(What to work on): In the data that follows, every line containing the word "auto" should be returned.

*** Source records Section Begins ***

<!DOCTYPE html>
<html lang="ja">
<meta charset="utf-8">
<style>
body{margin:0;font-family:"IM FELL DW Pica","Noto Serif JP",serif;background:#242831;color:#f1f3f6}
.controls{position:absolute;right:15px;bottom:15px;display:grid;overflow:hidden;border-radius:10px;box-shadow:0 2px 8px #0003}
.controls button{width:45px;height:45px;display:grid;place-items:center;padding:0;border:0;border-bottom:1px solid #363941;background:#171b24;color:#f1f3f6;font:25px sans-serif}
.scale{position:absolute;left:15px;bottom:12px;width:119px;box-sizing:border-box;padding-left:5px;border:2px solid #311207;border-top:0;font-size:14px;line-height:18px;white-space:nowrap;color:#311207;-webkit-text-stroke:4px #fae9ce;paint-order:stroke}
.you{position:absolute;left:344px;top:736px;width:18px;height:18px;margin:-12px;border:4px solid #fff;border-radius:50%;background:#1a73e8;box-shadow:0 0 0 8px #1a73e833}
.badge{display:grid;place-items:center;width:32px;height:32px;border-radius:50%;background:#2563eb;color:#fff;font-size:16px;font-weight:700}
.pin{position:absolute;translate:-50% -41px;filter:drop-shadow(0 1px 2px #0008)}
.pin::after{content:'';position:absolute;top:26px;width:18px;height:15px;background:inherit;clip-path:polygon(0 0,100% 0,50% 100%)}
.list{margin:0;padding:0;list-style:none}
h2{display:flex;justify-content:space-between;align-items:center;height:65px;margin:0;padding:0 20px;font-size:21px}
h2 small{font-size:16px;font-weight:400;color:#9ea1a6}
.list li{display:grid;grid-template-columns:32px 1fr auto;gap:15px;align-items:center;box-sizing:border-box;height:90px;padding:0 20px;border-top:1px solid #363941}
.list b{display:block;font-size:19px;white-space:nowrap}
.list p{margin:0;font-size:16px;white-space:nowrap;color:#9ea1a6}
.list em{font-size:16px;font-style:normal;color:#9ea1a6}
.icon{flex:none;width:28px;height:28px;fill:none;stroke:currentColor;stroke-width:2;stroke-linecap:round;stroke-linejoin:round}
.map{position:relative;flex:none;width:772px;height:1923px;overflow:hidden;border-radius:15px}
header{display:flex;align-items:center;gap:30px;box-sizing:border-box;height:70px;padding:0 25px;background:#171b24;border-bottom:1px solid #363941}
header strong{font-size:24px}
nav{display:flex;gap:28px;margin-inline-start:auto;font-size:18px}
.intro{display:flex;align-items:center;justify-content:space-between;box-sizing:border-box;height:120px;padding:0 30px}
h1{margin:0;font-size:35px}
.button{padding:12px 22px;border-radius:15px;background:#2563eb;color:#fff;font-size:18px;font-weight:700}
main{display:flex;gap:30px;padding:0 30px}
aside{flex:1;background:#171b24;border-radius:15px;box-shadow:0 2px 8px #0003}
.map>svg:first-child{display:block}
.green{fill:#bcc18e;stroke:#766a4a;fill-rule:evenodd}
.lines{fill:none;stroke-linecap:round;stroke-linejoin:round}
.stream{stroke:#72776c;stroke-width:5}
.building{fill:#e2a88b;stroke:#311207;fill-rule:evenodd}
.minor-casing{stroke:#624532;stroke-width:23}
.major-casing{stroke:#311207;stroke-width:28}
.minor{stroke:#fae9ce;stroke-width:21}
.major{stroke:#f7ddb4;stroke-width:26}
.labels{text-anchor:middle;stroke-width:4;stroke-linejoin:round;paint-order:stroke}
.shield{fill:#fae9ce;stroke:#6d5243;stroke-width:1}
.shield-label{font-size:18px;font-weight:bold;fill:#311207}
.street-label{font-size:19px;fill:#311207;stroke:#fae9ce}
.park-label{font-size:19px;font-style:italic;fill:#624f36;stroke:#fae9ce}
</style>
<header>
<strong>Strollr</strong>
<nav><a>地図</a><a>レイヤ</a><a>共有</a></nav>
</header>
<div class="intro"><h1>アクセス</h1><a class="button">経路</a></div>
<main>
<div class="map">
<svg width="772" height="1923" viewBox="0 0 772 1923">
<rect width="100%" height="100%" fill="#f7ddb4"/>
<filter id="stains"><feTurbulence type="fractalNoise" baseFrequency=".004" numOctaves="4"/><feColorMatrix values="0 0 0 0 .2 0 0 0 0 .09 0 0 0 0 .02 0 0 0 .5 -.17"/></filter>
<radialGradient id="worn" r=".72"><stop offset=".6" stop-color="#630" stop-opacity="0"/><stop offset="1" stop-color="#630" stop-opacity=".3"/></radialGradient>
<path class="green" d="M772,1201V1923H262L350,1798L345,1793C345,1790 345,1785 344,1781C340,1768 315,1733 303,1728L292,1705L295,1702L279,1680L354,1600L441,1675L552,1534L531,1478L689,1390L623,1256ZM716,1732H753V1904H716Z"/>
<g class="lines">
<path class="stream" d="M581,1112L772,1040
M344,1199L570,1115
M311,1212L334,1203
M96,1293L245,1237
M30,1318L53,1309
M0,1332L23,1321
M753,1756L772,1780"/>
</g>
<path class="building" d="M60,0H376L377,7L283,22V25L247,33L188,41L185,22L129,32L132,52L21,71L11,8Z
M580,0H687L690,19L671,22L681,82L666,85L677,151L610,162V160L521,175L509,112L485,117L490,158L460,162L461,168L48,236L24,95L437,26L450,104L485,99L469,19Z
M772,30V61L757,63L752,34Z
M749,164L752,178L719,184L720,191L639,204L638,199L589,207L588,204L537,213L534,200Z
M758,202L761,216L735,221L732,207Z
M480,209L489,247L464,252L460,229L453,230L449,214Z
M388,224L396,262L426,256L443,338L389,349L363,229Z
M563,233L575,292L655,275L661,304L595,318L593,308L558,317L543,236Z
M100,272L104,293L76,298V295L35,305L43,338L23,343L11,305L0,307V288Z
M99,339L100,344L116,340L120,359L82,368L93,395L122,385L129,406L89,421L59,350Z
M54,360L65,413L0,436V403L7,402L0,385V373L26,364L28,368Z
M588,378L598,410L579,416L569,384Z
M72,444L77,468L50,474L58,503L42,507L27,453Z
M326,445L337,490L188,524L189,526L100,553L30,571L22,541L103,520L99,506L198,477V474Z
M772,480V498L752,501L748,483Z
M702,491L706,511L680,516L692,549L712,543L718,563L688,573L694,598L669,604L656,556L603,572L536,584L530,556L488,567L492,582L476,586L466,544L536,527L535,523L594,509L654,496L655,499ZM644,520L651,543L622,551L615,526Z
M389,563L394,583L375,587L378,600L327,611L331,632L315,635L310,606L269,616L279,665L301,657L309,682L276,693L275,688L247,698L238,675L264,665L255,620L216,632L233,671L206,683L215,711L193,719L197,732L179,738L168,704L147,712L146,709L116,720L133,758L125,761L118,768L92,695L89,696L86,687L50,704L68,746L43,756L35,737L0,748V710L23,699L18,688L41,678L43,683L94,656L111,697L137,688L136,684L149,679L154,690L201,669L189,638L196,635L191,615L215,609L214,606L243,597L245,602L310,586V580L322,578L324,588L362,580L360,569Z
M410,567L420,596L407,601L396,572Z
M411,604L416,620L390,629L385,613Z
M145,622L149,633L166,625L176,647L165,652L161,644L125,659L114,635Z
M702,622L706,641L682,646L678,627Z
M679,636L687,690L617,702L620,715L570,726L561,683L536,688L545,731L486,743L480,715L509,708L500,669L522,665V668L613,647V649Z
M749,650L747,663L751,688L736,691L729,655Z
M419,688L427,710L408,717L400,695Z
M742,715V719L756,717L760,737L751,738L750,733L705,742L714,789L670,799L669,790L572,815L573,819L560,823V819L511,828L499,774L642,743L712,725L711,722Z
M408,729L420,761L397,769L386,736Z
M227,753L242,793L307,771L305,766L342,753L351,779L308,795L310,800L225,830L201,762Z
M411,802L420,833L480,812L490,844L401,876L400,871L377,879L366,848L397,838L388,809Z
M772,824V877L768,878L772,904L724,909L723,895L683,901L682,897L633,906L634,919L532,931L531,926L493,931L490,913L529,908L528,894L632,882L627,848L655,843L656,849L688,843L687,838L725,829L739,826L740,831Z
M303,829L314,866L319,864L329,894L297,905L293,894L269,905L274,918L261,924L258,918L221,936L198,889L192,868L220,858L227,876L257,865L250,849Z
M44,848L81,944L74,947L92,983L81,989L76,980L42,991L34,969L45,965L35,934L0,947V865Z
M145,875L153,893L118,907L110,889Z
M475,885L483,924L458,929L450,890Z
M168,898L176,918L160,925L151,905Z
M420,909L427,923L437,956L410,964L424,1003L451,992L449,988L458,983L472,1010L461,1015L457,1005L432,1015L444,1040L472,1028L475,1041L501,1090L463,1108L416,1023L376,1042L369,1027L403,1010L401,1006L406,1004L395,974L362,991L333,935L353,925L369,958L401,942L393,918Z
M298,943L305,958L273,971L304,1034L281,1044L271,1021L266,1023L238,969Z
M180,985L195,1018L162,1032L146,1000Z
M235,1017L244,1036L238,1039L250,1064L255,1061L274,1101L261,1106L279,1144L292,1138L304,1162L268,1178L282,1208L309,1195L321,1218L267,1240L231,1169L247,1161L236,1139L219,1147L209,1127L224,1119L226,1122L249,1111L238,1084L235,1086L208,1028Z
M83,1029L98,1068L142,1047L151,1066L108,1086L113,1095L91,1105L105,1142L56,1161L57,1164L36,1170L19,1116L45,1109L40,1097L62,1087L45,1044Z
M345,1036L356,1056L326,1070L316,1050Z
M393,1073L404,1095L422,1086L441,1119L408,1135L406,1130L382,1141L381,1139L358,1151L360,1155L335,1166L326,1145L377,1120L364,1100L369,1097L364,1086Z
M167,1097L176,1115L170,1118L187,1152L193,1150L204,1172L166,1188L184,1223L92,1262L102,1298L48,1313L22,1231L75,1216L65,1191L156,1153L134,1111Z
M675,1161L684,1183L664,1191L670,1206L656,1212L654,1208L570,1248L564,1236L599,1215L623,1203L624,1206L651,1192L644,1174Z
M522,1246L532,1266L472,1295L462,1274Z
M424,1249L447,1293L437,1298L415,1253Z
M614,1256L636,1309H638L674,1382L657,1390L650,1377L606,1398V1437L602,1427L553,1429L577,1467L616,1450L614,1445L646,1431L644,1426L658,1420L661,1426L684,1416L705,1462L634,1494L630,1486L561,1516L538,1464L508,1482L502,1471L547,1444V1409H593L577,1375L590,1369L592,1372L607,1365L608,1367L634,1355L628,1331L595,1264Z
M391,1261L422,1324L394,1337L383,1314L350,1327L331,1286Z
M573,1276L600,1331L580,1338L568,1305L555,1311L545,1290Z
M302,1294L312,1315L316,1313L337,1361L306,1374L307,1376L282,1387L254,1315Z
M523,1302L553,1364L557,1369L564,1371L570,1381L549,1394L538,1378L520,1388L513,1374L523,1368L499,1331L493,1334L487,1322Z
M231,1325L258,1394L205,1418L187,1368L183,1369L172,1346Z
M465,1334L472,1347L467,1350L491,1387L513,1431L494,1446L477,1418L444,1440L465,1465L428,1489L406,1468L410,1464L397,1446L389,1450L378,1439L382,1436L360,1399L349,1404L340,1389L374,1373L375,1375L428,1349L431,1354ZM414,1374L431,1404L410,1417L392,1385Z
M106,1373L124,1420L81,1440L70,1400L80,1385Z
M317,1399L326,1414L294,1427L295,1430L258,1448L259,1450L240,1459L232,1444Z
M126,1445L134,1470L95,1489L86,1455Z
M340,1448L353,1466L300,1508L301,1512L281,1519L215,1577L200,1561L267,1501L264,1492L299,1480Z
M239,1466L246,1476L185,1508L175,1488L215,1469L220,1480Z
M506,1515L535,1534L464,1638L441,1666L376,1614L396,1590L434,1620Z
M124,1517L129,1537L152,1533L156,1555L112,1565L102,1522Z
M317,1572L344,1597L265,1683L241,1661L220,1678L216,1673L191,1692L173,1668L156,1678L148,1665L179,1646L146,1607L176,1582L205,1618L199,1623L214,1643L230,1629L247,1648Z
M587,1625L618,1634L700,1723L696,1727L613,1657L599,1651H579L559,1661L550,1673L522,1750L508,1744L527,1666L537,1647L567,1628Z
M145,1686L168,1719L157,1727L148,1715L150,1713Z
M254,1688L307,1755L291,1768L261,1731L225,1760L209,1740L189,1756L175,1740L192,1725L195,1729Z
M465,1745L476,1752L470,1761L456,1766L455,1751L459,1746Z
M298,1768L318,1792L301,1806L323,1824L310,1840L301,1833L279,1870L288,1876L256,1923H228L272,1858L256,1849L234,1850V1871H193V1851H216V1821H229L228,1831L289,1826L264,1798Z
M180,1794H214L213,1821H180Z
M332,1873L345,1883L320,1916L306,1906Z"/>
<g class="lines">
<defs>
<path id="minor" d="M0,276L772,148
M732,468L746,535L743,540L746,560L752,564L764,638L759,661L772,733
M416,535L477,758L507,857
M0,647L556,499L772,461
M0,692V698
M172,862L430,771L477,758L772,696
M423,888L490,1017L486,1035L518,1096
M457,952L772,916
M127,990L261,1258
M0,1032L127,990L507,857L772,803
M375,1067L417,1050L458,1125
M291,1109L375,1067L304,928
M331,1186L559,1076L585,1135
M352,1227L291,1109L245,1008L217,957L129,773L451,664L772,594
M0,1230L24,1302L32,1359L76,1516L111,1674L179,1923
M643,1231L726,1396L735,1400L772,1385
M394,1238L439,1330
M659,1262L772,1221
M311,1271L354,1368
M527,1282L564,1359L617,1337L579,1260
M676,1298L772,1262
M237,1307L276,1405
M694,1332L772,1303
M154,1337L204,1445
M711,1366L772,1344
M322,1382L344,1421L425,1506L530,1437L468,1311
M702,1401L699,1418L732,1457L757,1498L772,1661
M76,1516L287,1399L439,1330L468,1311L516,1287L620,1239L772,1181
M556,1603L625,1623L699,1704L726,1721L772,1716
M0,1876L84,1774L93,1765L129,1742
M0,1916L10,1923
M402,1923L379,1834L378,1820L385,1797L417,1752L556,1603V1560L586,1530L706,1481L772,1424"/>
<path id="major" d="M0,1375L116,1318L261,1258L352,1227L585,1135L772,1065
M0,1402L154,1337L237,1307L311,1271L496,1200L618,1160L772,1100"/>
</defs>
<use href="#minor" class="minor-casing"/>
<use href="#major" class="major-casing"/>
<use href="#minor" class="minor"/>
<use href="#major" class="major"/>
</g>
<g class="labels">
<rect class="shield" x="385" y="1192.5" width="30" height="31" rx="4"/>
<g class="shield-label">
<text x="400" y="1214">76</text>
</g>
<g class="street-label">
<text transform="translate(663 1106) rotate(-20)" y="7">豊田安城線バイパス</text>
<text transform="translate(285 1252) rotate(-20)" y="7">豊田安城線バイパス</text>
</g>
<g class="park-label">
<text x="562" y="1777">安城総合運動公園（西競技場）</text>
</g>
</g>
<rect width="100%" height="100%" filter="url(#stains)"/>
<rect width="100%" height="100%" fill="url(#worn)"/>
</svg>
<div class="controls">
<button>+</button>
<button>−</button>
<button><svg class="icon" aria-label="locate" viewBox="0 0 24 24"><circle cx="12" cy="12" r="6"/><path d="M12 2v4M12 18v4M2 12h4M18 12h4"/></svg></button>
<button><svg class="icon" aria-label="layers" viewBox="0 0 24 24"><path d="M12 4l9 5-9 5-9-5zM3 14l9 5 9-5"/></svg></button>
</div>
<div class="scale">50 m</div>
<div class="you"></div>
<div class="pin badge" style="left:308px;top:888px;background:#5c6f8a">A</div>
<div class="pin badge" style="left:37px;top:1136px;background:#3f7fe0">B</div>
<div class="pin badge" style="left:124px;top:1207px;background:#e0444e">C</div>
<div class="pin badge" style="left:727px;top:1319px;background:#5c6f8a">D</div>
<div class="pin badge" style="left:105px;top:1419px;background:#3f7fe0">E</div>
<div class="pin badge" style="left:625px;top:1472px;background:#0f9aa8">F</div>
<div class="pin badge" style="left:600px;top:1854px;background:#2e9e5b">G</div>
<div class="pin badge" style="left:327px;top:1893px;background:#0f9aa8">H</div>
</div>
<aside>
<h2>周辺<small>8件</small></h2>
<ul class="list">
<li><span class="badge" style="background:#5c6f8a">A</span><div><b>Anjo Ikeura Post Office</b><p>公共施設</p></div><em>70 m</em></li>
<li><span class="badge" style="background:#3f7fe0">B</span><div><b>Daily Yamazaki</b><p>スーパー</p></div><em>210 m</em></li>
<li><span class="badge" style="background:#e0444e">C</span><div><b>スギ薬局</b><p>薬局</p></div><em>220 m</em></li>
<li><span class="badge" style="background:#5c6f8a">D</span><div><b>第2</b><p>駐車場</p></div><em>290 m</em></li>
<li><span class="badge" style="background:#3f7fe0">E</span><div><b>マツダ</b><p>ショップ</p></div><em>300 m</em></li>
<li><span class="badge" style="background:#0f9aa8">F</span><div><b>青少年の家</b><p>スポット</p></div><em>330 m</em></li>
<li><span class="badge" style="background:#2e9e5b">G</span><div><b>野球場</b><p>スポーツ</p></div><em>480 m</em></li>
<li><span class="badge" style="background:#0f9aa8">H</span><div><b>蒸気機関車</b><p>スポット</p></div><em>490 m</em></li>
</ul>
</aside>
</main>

*** Source records Section Ends ***

(Answer box):
.list li{display:grid;grid-template-columns:32px 1fr auto;gap:15px;align-items:center;box-sizing:border-box;height:90px;padding:0 20px;border-top:1px solid #363941}
nav{display:flex;gap:28px;margin-inline-start:auto;font-size:18px}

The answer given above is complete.